§ **Description of the task**: For every line in the entries that contains "roads", show the whole line.

[Raw data]

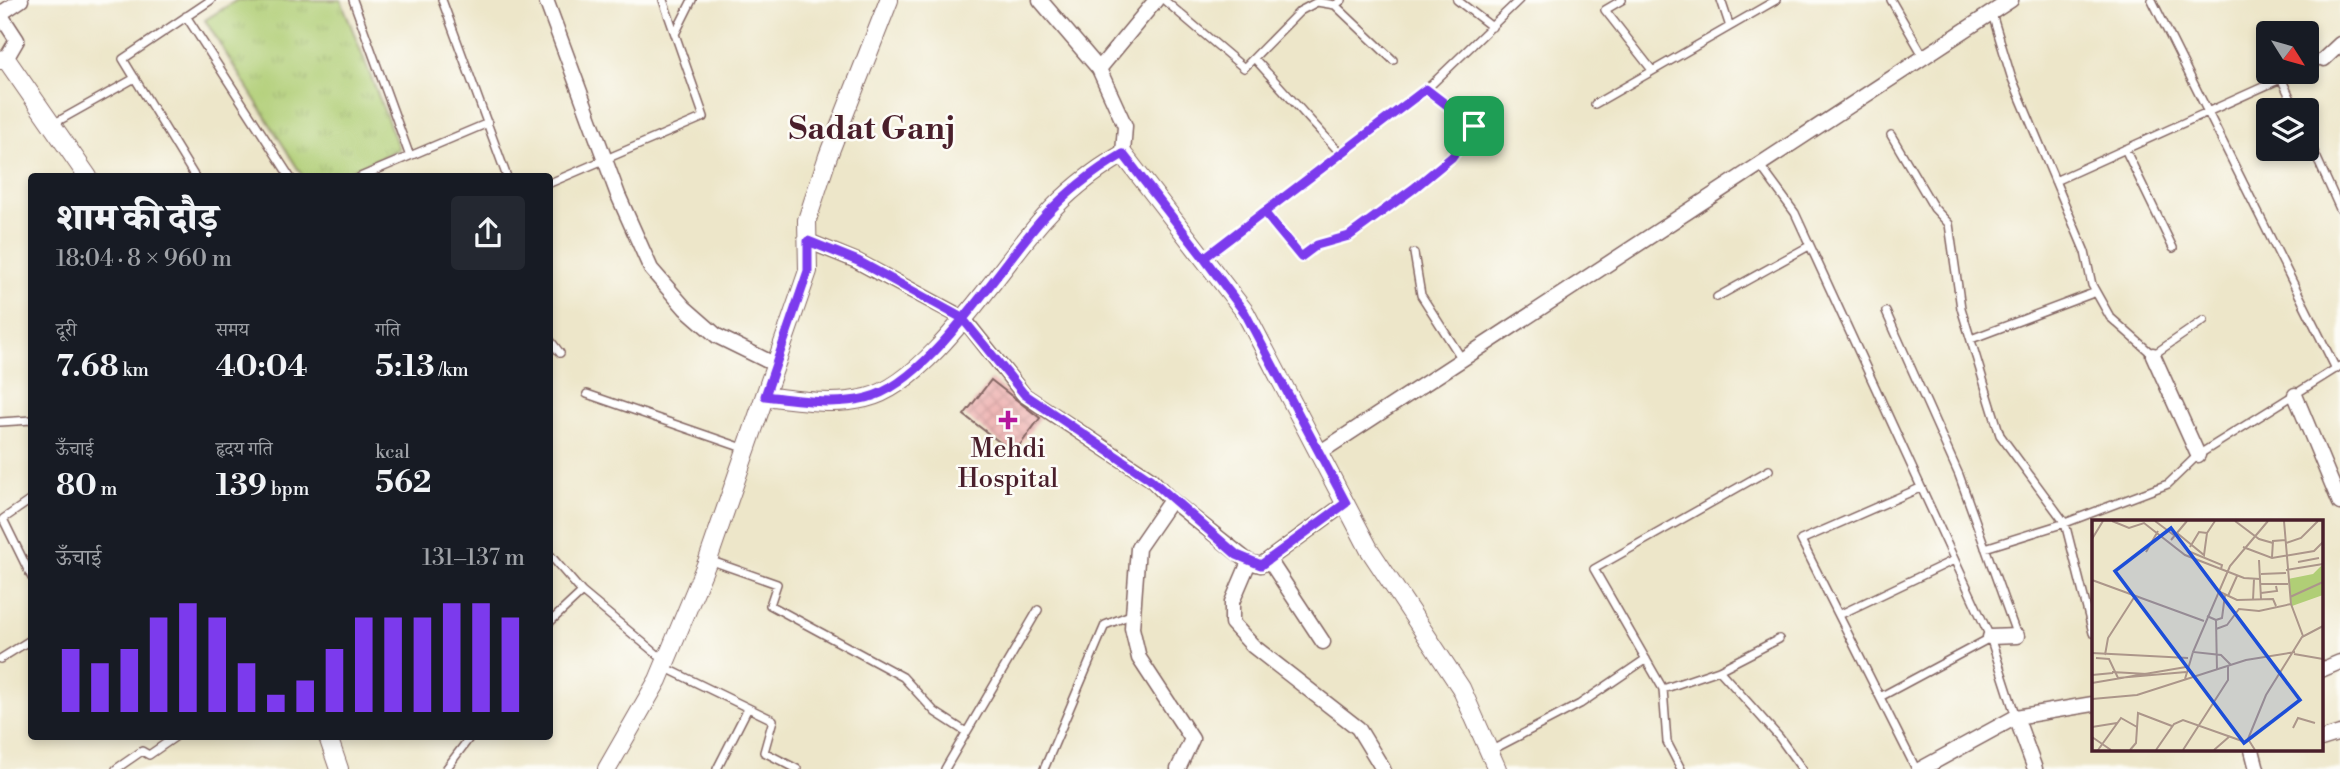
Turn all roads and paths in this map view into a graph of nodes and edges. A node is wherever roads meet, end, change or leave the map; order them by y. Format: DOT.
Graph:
graph roads {
  1 [pos="22,0"];
  2 [pos="211,0"];
  3 [pos="353,0"];
  4 [pos="442,0"];
  5 [pos="547,0"];
  6 [pos="663,0"];
  7 [pos="692,0"];
  8 [pos="889,0"];
  9 [pos="1040,0"];
  10 [pos="1156,0"];
  11 [pos="1164,0"];
  12 [pos="1457,0"];
  13 [pos="1622,0"];
  14 [pos="1721,0"];
  15 [pos="1776,0"];
  16 [pos="1891,0"];
  17 [pos="2011,0"];
  18 [pos="2152,0"];
  19 [pos="1514,2"];
  20 [pos="1339,3"];
  21 [pos="1988,6"];
  22 [pos="186,16"];
  23 [pos="1729,24"];
  24 [pos="1492,27"];
  25 [pos="675,34"];
  26 [pos="2340,44"];
  27 [pos="1924,57"];
  28 [pos="1254,58"];
  29 [pos="3,59"];
  30 [pos="2323,59"];
  31 [pos="1393,60"];
  32 [pos="2319,61"];
  33 [pos="1099,69"];
  34 [pos="1652,70"];
  35 [pos="135,78"];
  36 [pos="2268,84"];
  37 [pos="1426,89"];
  38 [pos="1595,104"];
  39 [pos="2206,112"];
  40 [pos="488,123"];
  41 [pos="52,125"];
  42 [pos="1891,135"];
  43 [pos="2125,149"];
  44 [pos="409,154"];
  45 [pos="1123,154"];
  46 [pos="1341,154"];
  47 [pos="604,159"];
  48 [pos="2318,161"];
  49 [pos="1758,163"];
  50 [pos="85,173"];
  51 [pos="193,173"];
  52 [pos="287,173"];
  53 [pos="369,173"];
  54 [pos="507,173"];
  55 [pos="2055,181"];
  56 [pos="553,182"];
  57 [pos="2340,209"];
  58 [pos="1264,212"];
  59 [pos="808,241"];
  60 [pos="1809,246"];
  61 [pos="2173,248"];
  62 [pos="1415,253"];
  63 [pos="1204,258"];
  64 [pos="2096,292"];
  65 [pos="1717,298"];
  66 [pos="1886,312"];
  67 [pos="962,318"];
  68 [pos="2204,320"];
  69 [pos="1971,339"];
  70 [pos="553,345"];
  71 [pos="560,353"];
  72 [pos="2153,355"];
  73 [pos="1462,359"];
  74 [pos="776,365"];
  75 [pos="2338,368"];
  76 [pos="587,394"];
  77 [pos="2295,395"];
  78 [pos="765,396"];
  79 [pos="28,420"];
  80 [pos="0,422"];
  81 [pos="746,449"];
  82 [pos="1319,453"];
  83 [pos="2198,455"];
  84 [pos="1769,470"];
  85 [pos="1920,488"];
  86 [pos="1171,500"];
  87 [pos="28,502"];
  88 [pos="1346,503"];
  89 [pos="2340,503"];
  90 [pos="2065,523"];
  91 [pos="1985,548"];
  92 [pos="553,558"];
  93 [pos="708,560"];
  94 [pos="1269,560"];
  95 [pos="1954,560"];
  96 [pos="1249,562"];
  97 [pos="28,570"];
  98 [pos="582,592"];
  99 [pos="1038,610"];
  100 [pos="1133,614"];
  101 [pos="1839,615"];
  102 [pos="553,619"];
  103 [pos="2092,630"];
  104 [pos="2017,636"];
  105 [pos="1990,638"];
  106 [pos="1779,639"];
  107 [pos="28,642"];
  108 [pos="1323,642"];
  109 [pos="0,659"];
  110 [pos="1646,659"];
  111 [pos="2340,662"];
  112 [pos="665,664"];
  113 [pos="1719,670"];
  114 [pos="2322,670"];
  115 [pos="1663,689"];
  116 [pos="1880,697"];
  117 [pos="2092,704"];
  118 [pos="748,708"];
  119 [pos="2016,717"];
  120 [pos="966,732"];
  121 [pos="2340,733"];
  122 [pos="2322,739"];
  123 [pos="171,740"];
  124 [pos="329,740"];
  125 [pos="468,740"];
  126 [pos="1491,763"];
  127 [pos="2034,768"];
  128 [pos="116,769"];
  129 [pos="339,769"];
  130 [pos="446,769"];
  131 [pos="607,769"];
  132 [pos="717,769"];
  133 [pos="797,769"];
  134 [pos="945,769"];
  135 [pos="1044,769"];
  136 [pos="1178,769"];
  137 [pos="1383,769"];
  138 [pos="1681,769"];
  139 [pos="1801,769"];
  140 [pos="1919,769"];
  1 -- 29 [label="street"];
  2 -- 22 [label="lane"];
  3 -- 44 [label="lane"];
  4 -- 40 [label="lane"];
  5 -- 47 [label="street"];
  6 -- 25 [label="lane"];
  7 -- 25 [label="lane"];
  8 -- 59 [label="street"];
  9 -- 33 [label="street"];
  10 -- 33 [label="street"];
  11 -- 28 [label="lane"];
  12 -- 24 [label="lane"];
  13 -- 34 [label="lane"];
  14 -- 23 [label="lane"];
  15 -- 23 [label="lane"];
  16 -- 27 [label="lane"];
  17 -- 21 [label="street"];
  18 -- 39 [label="lane"];
  19 -- 24 [label="lane"];
  20 -- 28 [label="lane"];
  20 -- 31 [label="lane"];
  21 -- 27 [label="street"];
  21 -- 55 [label="lane"];
  22 -- 35 [label="lane"];
  22 -- 52 [label="lane"];
  23 -- 34 [label="lane"];
  24 -- 37 [label="lane"];
  25 -- 47 [label="lane"];
  26 -- 30 [label="street"];
  27 -- 49 [label="street"];
  28 -- 46 [label="lane"];
  29 -- 41 [label="street"];
  30 -- 32 [label="lane"];
  33 -- 45 [label="street"];
  34 -- 38 [label="lane"];
  35 -- 41 [label="lane"];
  35 -- 51 [label="lane"];
  36 -- 39 [label="lane"];
  37 -- 46 [label="lane"];
  37 -- 58 [label="lane"];
  39 -- 43 [label="lane"];
  39 -- 75 [label="lane"];
  40 -- 44 [label="lane"];
  40 -- 54 [label="lane"];
  41 -- 50 [label="street"];
  42 -- 69 [label="lane"];
  43 -- 55 [label="lane"];
  43 -- 61 [label="lane"];
  44 -- 53 [label="lane"];
  45 -- 63 [label="street"];
  45 -- 67 [label="street"];
  46 -- 58 [label="lane"];
  47 -- 56 [label="lane"];
  47 -- 74 [label="street"];
  48 -- 57 [label="lane"];
  49 -- 60 [label="lane"];
  49 -- 73 [label="street"];
  55 -- 64 [label="lane"];
  58 -- 63 [label="lane"];
  59 -- 67 [label="street"];
  59 -- 74 [label="street"];
  60 -- 65 [label="lane"];
  60 -- 85 [label="lane"];
  62 -- 73 [label="lane"];
  63 -- 82 [label="street"];
  64 -- 69 [label="lane"];
  64 -- 72 [label="lane"];
  66 -- 91 [label="lane"];
  67 -- 78 [label="street"];
  67 -- 86 [label="street"];
  68 -- 72 [label="lane"];
  69 -- 90 [label="lane"];
  70 -- 71 [label="lane"];
  72 -- 83 [label="street"];
  73 -- 82 [label="street"];
  74 -- 78 [label="street"];
  75 -- 77 [label="lane"];
  76 -- 81 [label="lane"];
  77 -- 83 [label="lane"];
  77 -- 89 [label="street"];
  78 -- 81 [label="street"];
  79 -- 80 [label="lane"];
  81 -- 93 [label="street"];
  82 -- 88 [label="street"];
  83 -- 90 [label="lane"];
  84 -- 110 [label="lane"];
  85 -- 95 [label="lane"];
  85 -- 101 [label="lane"];
  86 -- 96 [label="street"];
  86 -- 100 [label="street"];
  87 -- 97 [label="lane"];
  88 -- 94 [label="street"];
  88 -- 126 [label="street"];
  90 -- 91 [label="lane"];
  90 -- 103 [label="lane"];
  91 -- 104 [label="lane"];
  92 -- 98 [label="lane"];
  93 -- 112 [label="street"];
  93 -- 120 [label="lane"];
  94 -- 96 [label="street"];
  94 -- 108 [label="street"];
  95 -- 101 [label="lane"];
  95 -- 105 [label="lane"];
  96 -- 137 [label="street"];
  98 -- 102 [label="lane"];
  98 -- 112 [label="lane"];
  99 -- 120 [label="lane"];
  100 -- 135 [label="lane"];
  100 -- 136 [label="street"];
  101 -- 116 [label="lane"];
  104 -- 105 [label="street"];
  105 -- 116 [label="lane"];
  105 -- 119 [label="lane"];
  106 -- 113 [label="lane"];
  107 -- 109 [label="lane"];
  110 -- 115 [label="lane"];
  110 -- 126 [label="lane"];
  111 -- 114 [label="street"];
  112 -- 118 [label="lane"];
  112 -- 131 [label="street"];
  113 -- 115 [label="lane"];
  113 -- 139 [label="lane"];
  115 -- 138 [label="lane"];
  116 -- 140 [label="lane"];
  117 -- 119 [label="street"];
  118 -- 132 [label="lane"];
  118 -- 133 [label="lane"];
  119 -- 127 [label="street"];
  119 -- 140 [label="street"];
  120 -- 134 [label="lane"];
  121 -- 122 [label="street"];
  123 -- 128 [label="lane"];
  124 -- 129 [label="street"];
  125 -- 130 [label="lane"];
}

[/Raw data]

§ **Answer box**:
Turn all roads and paths in this map view into a graph of nodes and edges. A node is wherever roads meet, end, change or leave the map; order them by y. Format: DOT.
graph roads {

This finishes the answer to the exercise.